OK, I admit it. I am a name-dropper. The Urban Dictionary defines a name-dropper as a vain person who is insecure about his popularity, and must resort to the inclusion of the names of popular people who have no relevance to the conversation in order to achieve a self-gratifying level of social acceptance or ego boost. Wow! Do I really want to confess to this? I hope my motive for attempting to recall names is a little nobler than that.
I believe there is something about knowing and calling a person by name that gives dignity and worth to that individual. (I say this, recognizing accurate name-calling is not an easy task for many of us.) However, to be able to look someone in the eye and say his or her name communicates knowledge, oftentimes warmth, and a sense of value: I care enough to know your name.

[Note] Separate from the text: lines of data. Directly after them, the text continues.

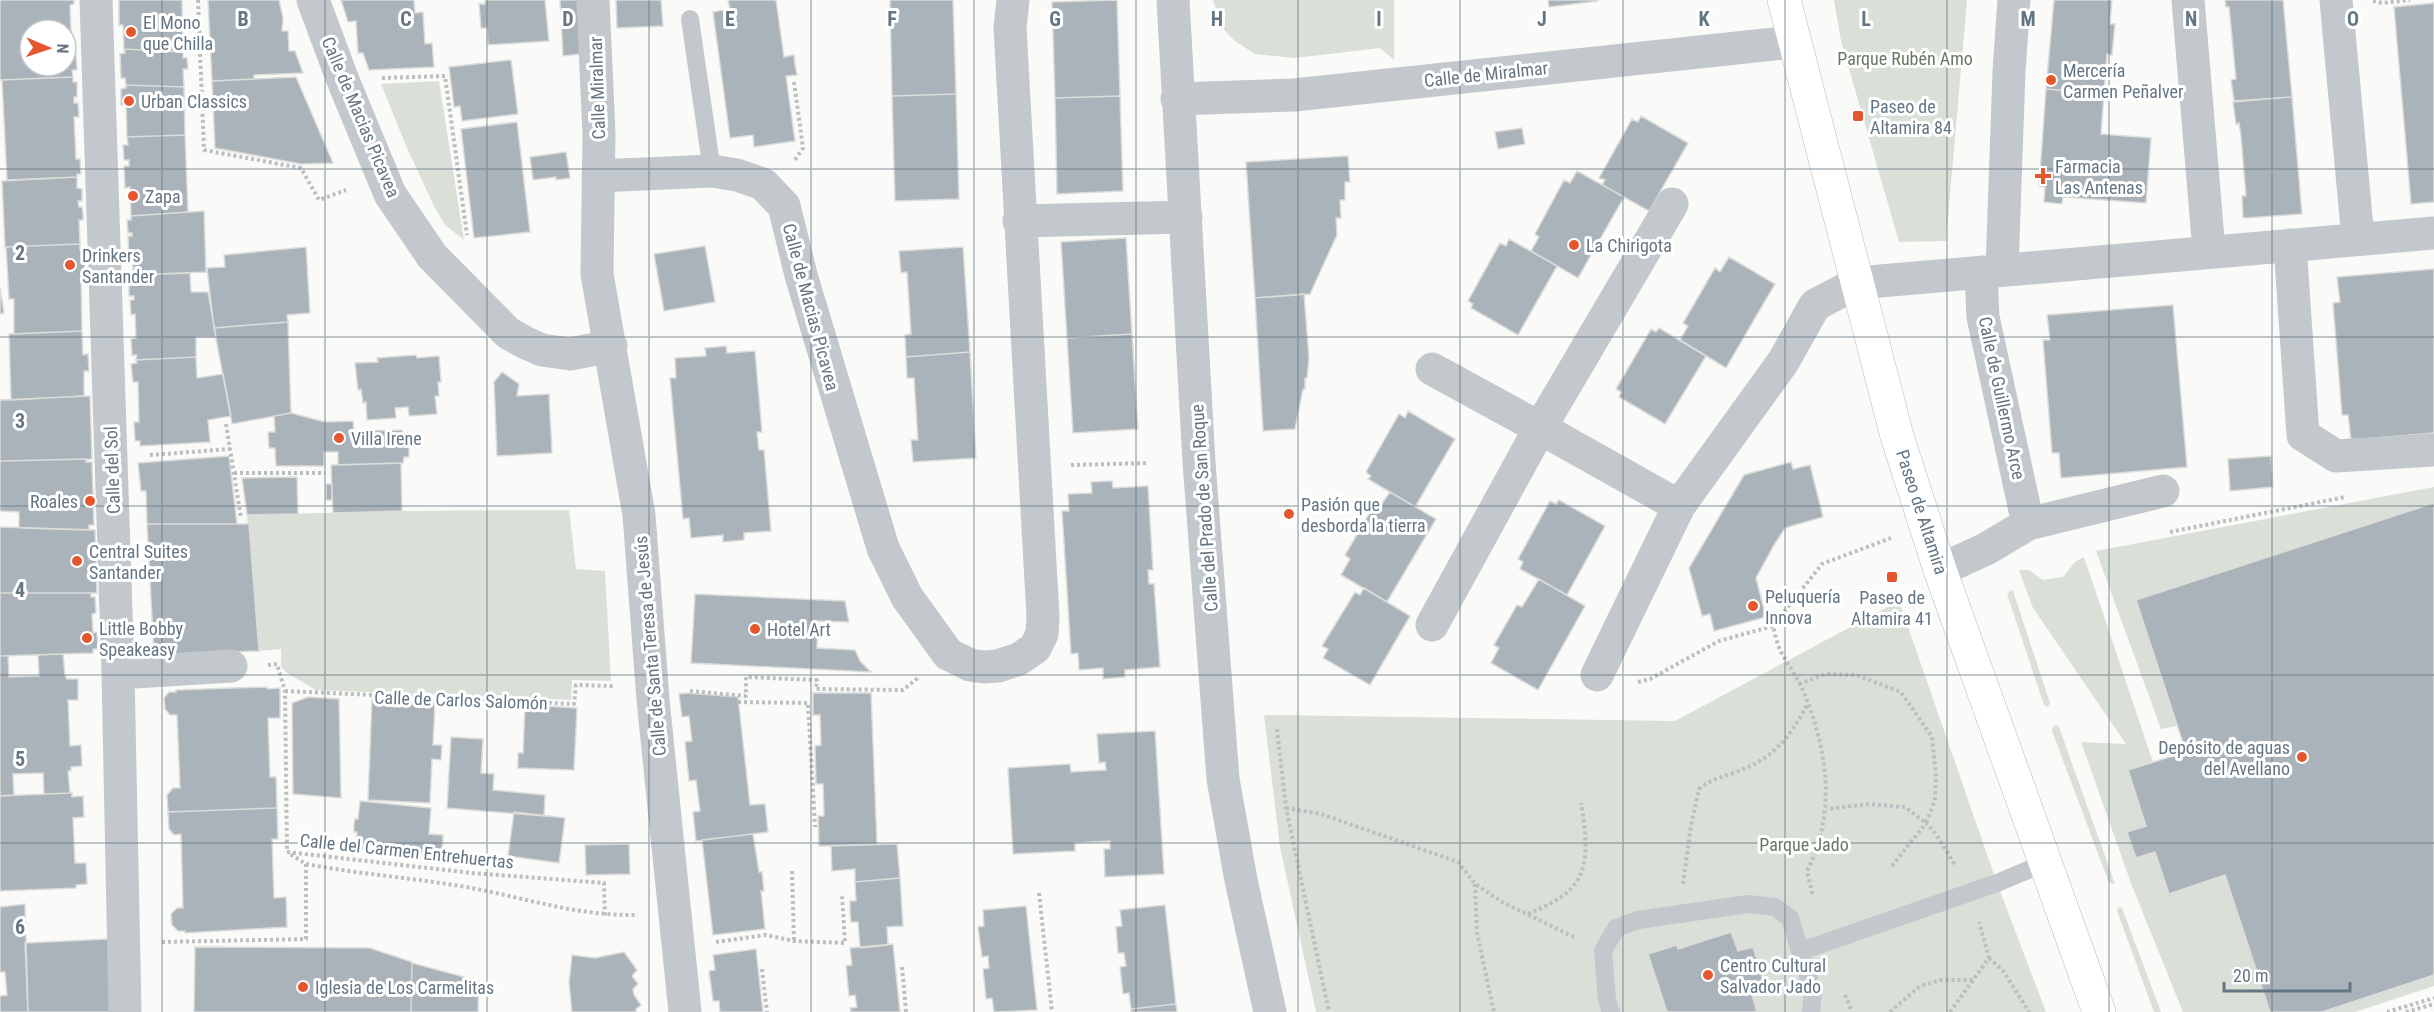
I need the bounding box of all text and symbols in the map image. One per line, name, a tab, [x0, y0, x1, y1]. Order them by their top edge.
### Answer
text: B	[237, 7, 249, 31]
text: C	[400, 7, 412, 31]
text: D	[562, 7, 574, 31]
text: E	[725, 7, 735, 31]
text: F	[887, 7, 897, 31]
text: G	[1049, 7, 1061, 31]
text: H	[1211, 7, 1223, 31]
text: I	[1376, 7, 1382, 31]
text: J	[1537, 7, 1547, 31]
text: K	[1698, 7, 1710, 31]
text: L	[1861, 7, 1871, 31]
text: M	[2020, 7, 2036, 31]
text: N	[2185, 7, 2197, 31]
text: O	[2347, 7, 2359, 31]
place label: El Mono que Chilla	[143, 12, 213, 54]
north arrow	[18, 18, 78, 78]
marker: El Mono que Chilla	[124, 25, 138, 39]
street label: Calle de Macias Picavea	[318, 34, 404, 200]
street label: Calle Miralmar	[585, 36, 609, 140]
text: N	[53, 43, 72, 54]
park label: Parque Rubén Amo	[1837, 48, 1973, 69]
street label: Calle de Miralmar	[1423, 57, 1549, 91]
place label: Mercería Carmen Peñalver	[2063, 60, 2184, 102]
marker: Mercería Carmen Peñalver	[2044, 73, 2058, 87]
place label: Urban Classics	[141, 91, 247, 112]
marker: Urban Classics	[122, 94, 136, 108]
place label: Paseo de Altamira 84	[1870, 96, 1952, 138]
marker: Paseo de Altamira 84	[1851, 109, 1865, 123]
place label: Farmacia Las Antenas	[2055, 156, 2143, 198]
marker: Farmacia Las Antenas	[2036, 169, 2050, 183]
place label: Zapa	[145, 186, 181, 207]
marker: Zapa	[126, 189, 140, 203]
street label: Calle de Macias Picavea	[779, 221, 843, 393]
place label: La Chirigota	[1586, 235, 1672, 256]
marker: La Chirigota	[1567, 238, 1581, 252]
text: 2	[15, 241, 25, 265]
place label: Drinkers Santander	[82, 245, 155, 287]
marker: Drinkers Santander	[63, 258, 77, 272]
street label: Calle de Guillermo Arce	[1974, 315, 2030, 481]
street label: Calle del Prado de San Roque	[1186, 403, 1222, 613]
text: 3	[15, 409, 25, 433]
street label: Calle del Sol	[100, 426, 124, 514]
place label: Villa Irene	[351, 428, 422, 449]
marker: Villa Irene	[332, 431, 346, 445]
street label: Paseo de Altamira	[1892, 447, 1952, 577]
place label: Roales	[30, 491, 78, 512]
marker: Roales	[83, 494, 97, 508]
place label: Pasión que desborda la tierra	[1301, 494, 1426, 536]
marker: Pasión que desborda la tierra	[1282, 507, 1296, 521]
street label: Calle de Santa Teresa de Jesús	[630, 535, 670, 757]
place label: Central Suites Santander	[89, 541, 188, 583]
marker: Central Suites Santander	[70, 554, 84, 568]
marker: Paseo de Altamira 41	[1885, 570, 1899, 584]
text: 4	[15, 578, 25, 602]
place label: Peluquería Innova	[1765, 586, 1841, 628]
place label: Paseo de Altamira 41	[1851, 587, 1933, 629]
marker: Peluquería Innova	[1746, 599, 1760, 613]
place label: Little Bobby Speakeasy	[99, 618, 184, 660]
place label: Hotel Art	[767, 619, 831, 640]
marker: Hotel Art	[748, 622, 762, 636]
marker: Little Bobby Speakeasy	[80, 631, 94, 645]
street label: Calle de Carlos Salomón	[374, 686, 548, 714]
place label: Depósito de aguas del Avellano	[2158, 737, 2290, 779]
text: 5	[15, 747, 25, 771]
marker: Depósito de aguas del Avellano	[2295, 750, 2309, 764]
street label: Calle del Carmen Entrehuertas	[299, 829, 515, 873]
park label: Parque Jado	[1759, 834, 1849, 855]
text: 6	[15, 915, 25, 939]
place label: Centro Cultural Salvador Jado	[1720, 955, 1826, 997]
scale bar	[2224, 955, 2350, 993]
text: 20 m	[2233, 965, 2268, 986]
marker: Centro Cultural Salvador Jado	[1701, 968, 1715, 982]
place label: Iglesia de Los Carmelitas	[315, 977, 494, 998]
marker: Iglesia de Los Carmelitas	[296, 980, 310, 994]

Several years ago, I (along with many others at CPC) was introduced to a mentoring ministry at Walker State Prison (WSP). Initially, I only saw a large, nameless group of convicts. My sole mentee was the only one whose name I knew. The others were labeled only by their common DOC uniforms. These were men who, collectively, have been dismissed by society.
As I began to be more involved in this ministry, I made it a point to call people by name. I tried to learn their names: Tim, Ryan, Tyree, Robert, and Bill. Meals were shared, conversations had, prayers prayed together. Now, I can’t walk into the prison without seeing many I know by name, these same ones who were formerly without names to me. I now see men known to me, and I to them.
It seems ironic to me, in light of this experience, that we know the names of Oprah, Beyoncé, LeBron, and Hillary. Individuals we will never know personally become synonymous with power, wealth, and renown. As a result, they are known and valued in our society simply because their names appear on some magazine A–list.
In the Kingdom of God, though money and power can both be used for kingdom purposes, we aren’t known because of either of them. While we often recognize the names of those who are rich and popular in our society, Jesus turns our society’s values on their head. He tells us the name of Lazarus, the poor man who lay at the gate of the rich man, who remains the nameless one in this parable (Luke 16.19-31). In this story, the rich man is the one not known to God despite all his worldly renown and power. Instead, Lazarus is known and received by God into Abraham’s bosom.
In our culture, worth is largely determined in monetary measures and buying power. They are the things our society teaches us to value, and we can name the names of those who attain high levels of both. But, to experience the kingdom Jesus offers, to be known and called by name has nothing to do with what we can offer. Human dignity and worth are not defined by what one has or the rank one holds. Rather, humanity is redefined by a God who serves, and a willingness to follow in his service. This is the humanity Jesus sets before us. The God-man comes in service and offers dignity and worth to those who might otherwise remain nameless. In a world that values status, power, and prestige it is an up-stream course to chart, but to be known by the One “who came not to be served but to serve and offer his life as a ransom” is dignity and worth at its fullest.